Data entries
————
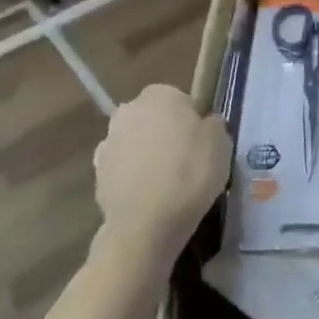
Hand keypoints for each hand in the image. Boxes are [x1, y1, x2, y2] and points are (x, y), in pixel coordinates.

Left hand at [92, 84, 229, 248]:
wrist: (146, 222)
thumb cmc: (191, 171)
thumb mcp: (221, 142)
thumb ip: (212, 125)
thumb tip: (205, 123)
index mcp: (159, 95)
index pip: (179, 99)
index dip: (192, 120)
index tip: (202, 142)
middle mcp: (128, 111)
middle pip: (153, 119)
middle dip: (165, 134)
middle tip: (187, 160)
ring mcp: (108, 143)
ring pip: (136, 144)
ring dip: (148, 156)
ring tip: (169, 183)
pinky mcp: (97, 174)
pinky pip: (124, 170)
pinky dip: (135, 179)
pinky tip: (152, 197)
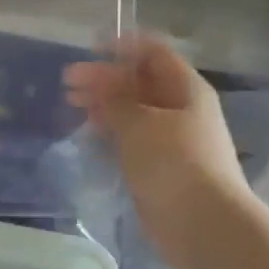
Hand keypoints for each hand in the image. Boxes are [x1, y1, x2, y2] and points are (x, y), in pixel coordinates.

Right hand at [65, 35, 255, 260]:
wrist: (202, 222)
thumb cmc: (173, 162)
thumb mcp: (138, 122)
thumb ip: (115, 99)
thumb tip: (100, 86)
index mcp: (185, 89)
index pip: (154, 53)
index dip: (123, 46)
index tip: (89, 48)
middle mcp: (180, 109)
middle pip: (139, 82)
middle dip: (104, 78)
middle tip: (67, 82)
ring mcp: (171, 139)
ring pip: (132, 111)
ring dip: (103, 105)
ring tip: (71, 105)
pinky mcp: (159, 165)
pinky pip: (131, 138)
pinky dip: (110, 132)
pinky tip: (88, 134)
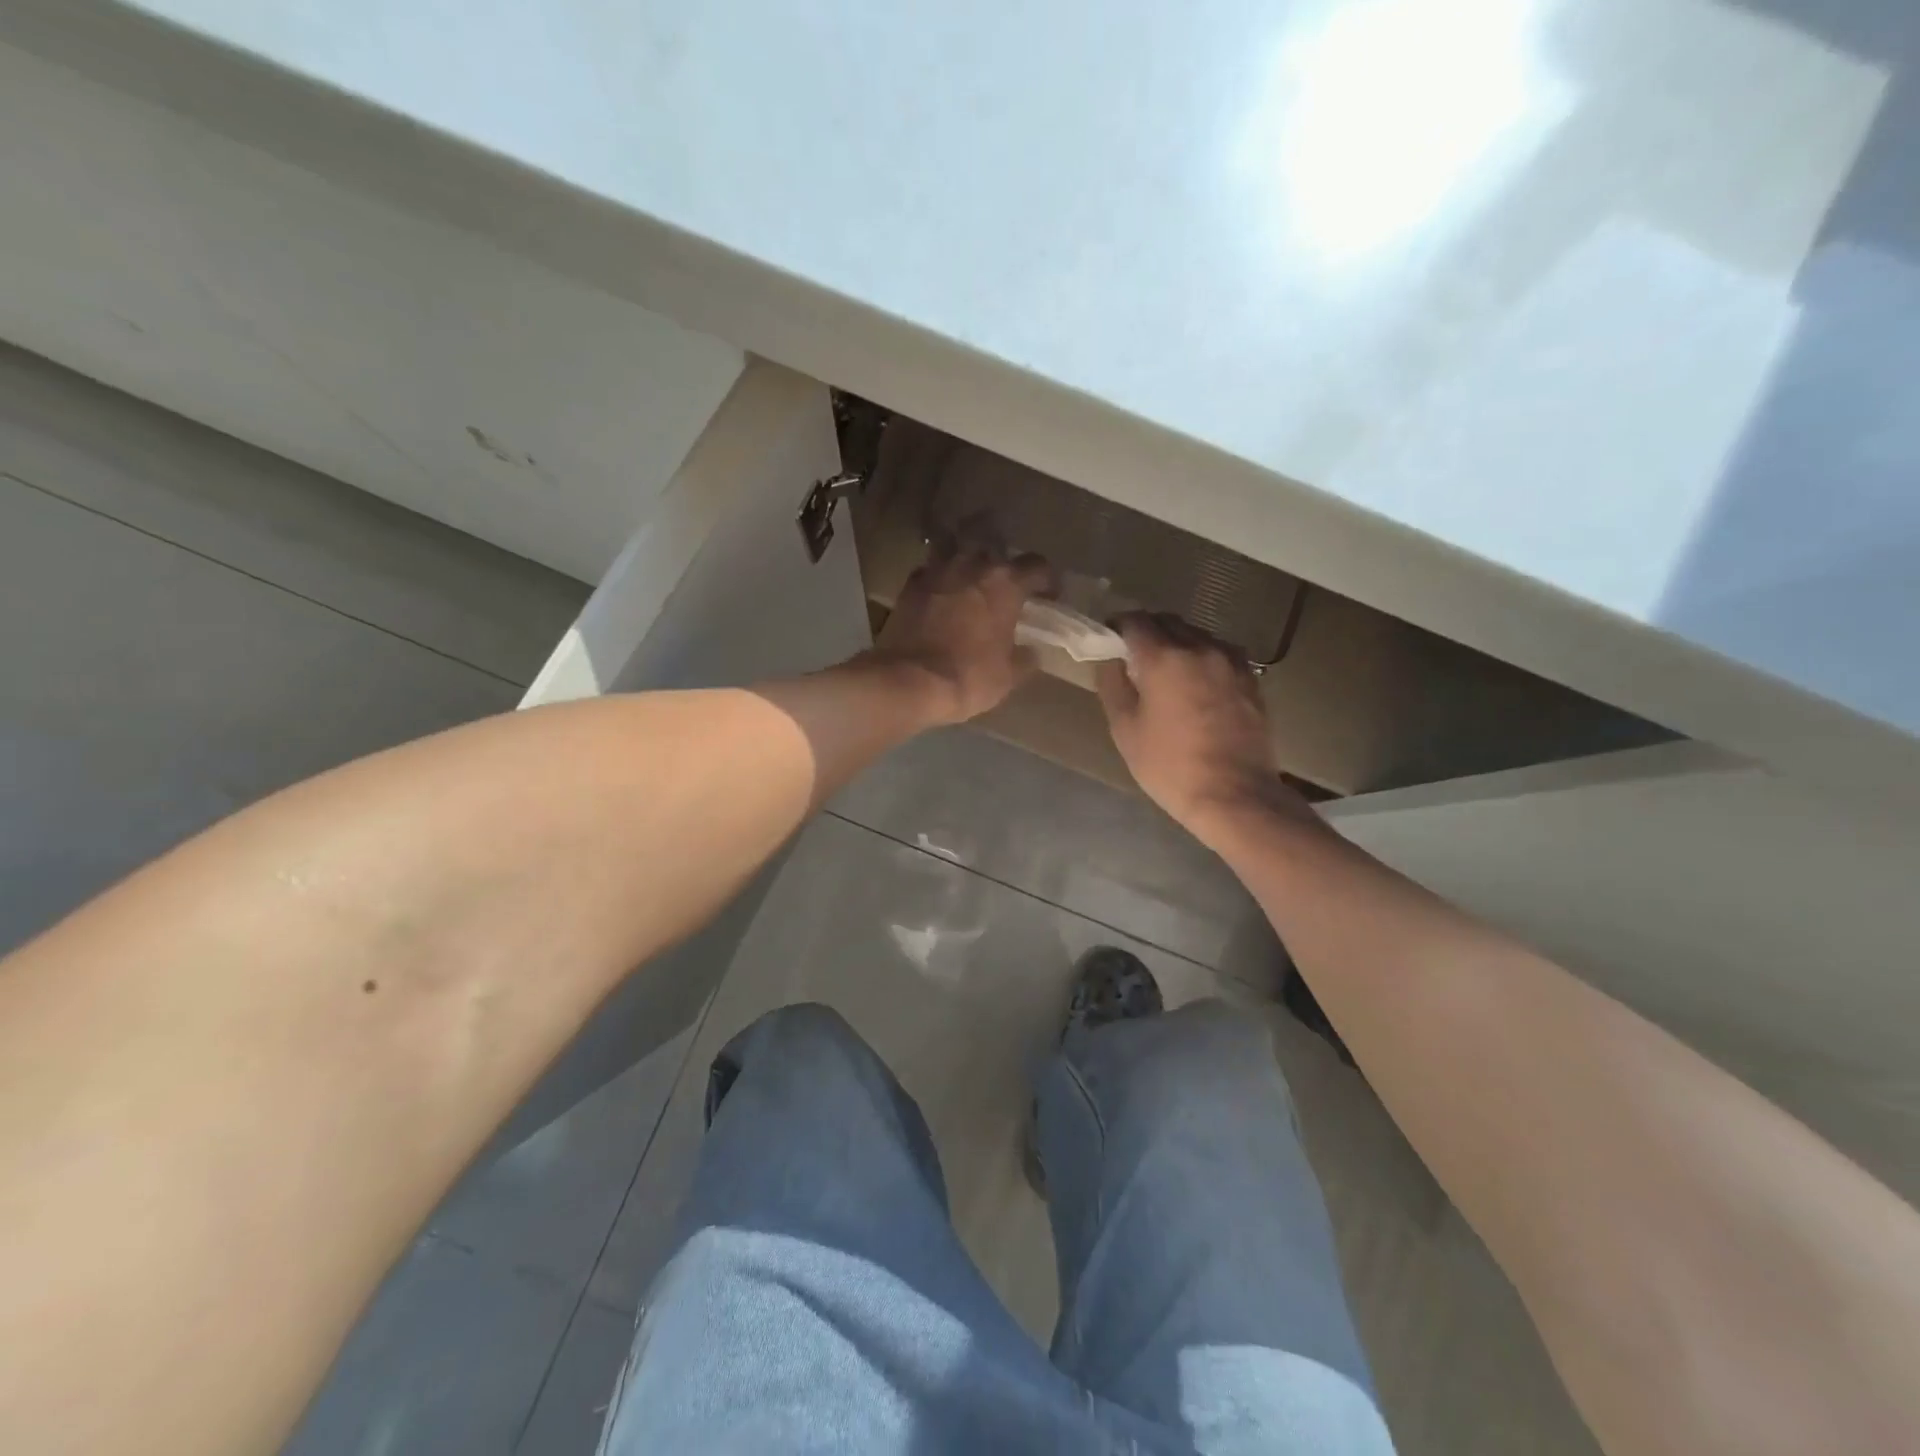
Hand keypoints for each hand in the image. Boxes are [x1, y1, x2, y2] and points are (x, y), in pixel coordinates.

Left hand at [871, 539, 1055, 725]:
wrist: (909, 681)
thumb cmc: (969, 677)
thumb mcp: (1009, 676)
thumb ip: (1025, 658)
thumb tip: (1031, 652)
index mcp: (1006, 584)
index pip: (1037, 566)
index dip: (1048, 579)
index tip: (1049, 596)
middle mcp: (973, 565)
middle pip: (992, 537)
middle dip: (1002, 549)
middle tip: (1004, 571)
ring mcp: (938, 570)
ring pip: (954, 541)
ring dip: (964, 548)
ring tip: (968, 566)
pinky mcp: (911, 583)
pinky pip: (930, 567)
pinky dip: (938, 573)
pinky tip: (940, 588)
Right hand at [1094, 613, 1308, 836]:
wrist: (1235, 795)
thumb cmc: (1170, 767)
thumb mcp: (1125, 730)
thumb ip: (1113, 685)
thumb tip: (1110, 659)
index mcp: (1163, 658)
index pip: (1134, 621)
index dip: (1117, 626)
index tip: (1108, 640)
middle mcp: (1199, 648)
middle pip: (1167, 621)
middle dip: (1147, 631)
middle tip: (1133, 657)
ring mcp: (1230, 661)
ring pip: (1196, 635)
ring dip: (1177, 643)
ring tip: (1167, 672)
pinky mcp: (1251, 678)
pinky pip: (1219, 653)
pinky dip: (1202, 658)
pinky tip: (1197, 684)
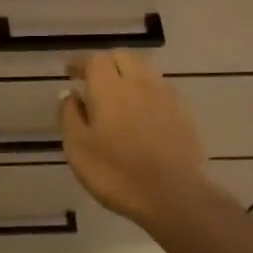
————
• [Brief]
Your answer should be the lines above, from the line containing "index mcp: (1006, 584)" up to and including the line containing "middle mcp: (1199, 648)", reproduced exactly and with nothing else.

• [Response area]
index mcp: (1006, 584)
index pip: (1037, 566)
index dip: (1048, 579)
index tip: (1049, 596)
middle mcp: (973, 565)
middle pip: (992, 537)
middle dip: (1002, 549)
middle tip: (1004, 571)
ring mcp: (938, 570)
ring pip: (954, 541)
ring dip: (964, 548)
ring tip: (968, 566)
pinky mcp: (911, 583)
pinky pip: (930, 567)
pinky dip: (938, 573)
pinky tip: (940, 588)
Right hand at [1094, 613, 1308, 836]:
wrist: (1235, 795)
thumb cmc: (1170, 767)
thumb mcp: (1125, 730)
thumb ip: (1113, 685)
thumb tip: (1110, 659)
index mcp: (1163, 658)
index pip: (1134, 621)
index dip: (1117, 626)
index tip: (1108, 640)
middle mcp: (1199, 648)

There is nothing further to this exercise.